§ **What needs to be done**
Return, from the listing below, each line where the word "RUBIS" appears.

§ **Data to examine**

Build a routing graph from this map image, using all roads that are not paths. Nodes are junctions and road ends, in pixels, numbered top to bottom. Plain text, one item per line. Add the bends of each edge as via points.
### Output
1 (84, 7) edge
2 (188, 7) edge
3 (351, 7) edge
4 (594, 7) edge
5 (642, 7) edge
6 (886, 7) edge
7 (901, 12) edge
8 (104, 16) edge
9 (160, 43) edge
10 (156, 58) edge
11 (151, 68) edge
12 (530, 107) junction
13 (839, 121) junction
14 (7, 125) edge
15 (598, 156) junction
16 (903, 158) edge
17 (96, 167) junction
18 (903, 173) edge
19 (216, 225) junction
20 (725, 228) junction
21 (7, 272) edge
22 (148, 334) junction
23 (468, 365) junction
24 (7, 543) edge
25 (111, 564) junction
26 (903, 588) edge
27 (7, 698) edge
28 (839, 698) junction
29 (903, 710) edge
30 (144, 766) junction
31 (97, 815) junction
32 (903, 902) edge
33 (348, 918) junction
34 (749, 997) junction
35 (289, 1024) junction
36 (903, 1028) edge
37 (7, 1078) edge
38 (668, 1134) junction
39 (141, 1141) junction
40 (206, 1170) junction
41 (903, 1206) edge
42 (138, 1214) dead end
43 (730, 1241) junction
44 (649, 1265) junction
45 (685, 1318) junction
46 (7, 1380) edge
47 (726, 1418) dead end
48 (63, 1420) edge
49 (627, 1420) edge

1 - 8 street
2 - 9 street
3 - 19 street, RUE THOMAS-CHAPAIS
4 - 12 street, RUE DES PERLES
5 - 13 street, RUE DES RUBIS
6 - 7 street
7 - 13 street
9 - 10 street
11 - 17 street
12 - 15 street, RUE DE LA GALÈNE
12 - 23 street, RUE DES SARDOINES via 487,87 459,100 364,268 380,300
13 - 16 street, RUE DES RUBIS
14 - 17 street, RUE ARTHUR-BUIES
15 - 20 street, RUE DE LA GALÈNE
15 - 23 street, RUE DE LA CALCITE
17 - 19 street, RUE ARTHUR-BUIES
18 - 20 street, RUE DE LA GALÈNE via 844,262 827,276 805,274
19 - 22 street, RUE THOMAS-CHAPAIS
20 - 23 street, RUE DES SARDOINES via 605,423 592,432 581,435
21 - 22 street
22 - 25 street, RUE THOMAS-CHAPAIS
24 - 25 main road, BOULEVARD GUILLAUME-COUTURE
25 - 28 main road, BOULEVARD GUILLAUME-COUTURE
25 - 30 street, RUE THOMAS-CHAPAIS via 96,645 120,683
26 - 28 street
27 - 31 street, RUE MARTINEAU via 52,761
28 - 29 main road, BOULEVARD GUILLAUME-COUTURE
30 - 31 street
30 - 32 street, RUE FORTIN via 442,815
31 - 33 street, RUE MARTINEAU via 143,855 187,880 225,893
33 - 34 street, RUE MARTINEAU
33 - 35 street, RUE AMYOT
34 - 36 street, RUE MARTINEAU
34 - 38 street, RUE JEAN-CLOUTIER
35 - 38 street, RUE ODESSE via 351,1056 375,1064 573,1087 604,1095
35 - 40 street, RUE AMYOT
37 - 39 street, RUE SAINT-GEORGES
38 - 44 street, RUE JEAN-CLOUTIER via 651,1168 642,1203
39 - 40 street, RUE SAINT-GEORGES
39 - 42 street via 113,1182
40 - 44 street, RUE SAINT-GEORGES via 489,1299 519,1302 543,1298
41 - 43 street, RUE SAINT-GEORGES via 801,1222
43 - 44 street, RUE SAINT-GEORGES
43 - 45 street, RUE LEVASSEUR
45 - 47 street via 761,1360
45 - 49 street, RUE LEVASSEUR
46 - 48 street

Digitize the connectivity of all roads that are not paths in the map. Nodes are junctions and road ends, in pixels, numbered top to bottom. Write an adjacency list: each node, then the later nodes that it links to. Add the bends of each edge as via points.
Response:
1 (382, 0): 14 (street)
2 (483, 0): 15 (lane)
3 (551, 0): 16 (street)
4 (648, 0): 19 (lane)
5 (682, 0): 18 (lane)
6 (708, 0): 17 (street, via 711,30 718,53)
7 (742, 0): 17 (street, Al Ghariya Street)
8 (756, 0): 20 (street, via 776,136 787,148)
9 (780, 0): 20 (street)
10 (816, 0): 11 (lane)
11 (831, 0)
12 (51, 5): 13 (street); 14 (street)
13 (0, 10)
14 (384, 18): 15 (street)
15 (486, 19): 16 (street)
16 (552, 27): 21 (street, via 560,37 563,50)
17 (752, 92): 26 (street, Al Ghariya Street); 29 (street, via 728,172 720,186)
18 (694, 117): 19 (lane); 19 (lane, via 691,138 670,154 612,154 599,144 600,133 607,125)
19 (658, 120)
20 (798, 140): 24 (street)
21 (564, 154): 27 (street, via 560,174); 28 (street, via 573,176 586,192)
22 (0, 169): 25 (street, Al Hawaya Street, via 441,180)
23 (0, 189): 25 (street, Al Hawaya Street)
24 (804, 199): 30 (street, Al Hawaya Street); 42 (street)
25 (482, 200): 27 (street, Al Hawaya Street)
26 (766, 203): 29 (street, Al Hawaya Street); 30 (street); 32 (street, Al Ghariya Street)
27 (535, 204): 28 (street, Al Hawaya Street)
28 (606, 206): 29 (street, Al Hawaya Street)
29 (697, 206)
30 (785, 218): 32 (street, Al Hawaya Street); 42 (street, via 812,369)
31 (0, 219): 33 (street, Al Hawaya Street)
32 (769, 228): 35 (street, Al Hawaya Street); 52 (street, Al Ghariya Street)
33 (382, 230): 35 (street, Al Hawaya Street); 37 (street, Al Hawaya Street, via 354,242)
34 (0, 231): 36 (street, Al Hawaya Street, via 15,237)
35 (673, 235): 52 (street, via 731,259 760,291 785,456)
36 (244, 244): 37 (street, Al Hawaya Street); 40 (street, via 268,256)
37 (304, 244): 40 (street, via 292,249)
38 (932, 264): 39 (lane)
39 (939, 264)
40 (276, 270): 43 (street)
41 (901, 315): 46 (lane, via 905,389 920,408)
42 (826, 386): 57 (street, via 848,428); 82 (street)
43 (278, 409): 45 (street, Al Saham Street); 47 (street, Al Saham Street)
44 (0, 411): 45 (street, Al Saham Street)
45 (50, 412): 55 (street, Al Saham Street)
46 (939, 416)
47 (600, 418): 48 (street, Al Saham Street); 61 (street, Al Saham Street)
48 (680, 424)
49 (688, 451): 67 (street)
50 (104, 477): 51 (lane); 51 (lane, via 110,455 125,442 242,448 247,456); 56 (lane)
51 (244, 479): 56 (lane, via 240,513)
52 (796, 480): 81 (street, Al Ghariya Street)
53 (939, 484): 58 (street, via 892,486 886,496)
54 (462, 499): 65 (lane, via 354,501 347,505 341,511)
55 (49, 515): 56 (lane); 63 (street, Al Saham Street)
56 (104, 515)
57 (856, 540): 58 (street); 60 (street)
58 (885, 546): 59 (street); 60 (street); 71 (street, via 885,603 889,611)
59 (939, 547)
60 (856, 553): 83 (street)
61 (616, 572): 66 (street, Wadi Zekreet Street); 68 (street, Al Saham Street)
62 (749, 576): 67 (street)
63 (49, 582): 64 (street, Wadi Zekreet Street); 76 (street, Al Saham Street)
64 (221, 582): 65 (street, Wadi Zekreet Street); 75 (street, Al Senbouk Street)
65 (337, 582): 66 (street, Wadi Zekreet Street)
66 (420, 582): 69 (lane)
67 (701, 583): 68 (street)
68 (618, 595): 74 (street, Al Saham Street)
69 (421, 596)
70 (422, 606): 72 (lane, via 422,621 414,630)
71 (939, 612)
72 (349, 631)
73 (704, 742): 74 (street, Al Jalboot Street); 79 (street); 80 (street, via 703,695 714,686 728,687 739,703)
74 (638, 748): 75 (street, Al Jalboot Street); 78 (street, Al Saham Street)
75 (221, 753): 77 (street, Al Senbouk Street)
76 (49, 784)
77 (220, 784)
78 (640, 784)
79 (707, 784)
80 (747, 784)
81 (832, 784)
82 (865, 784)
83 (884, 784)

§ **Result below**
5 - 13 street, RUE DES RUBIS
13 - 16 street, RUE DES RUBIS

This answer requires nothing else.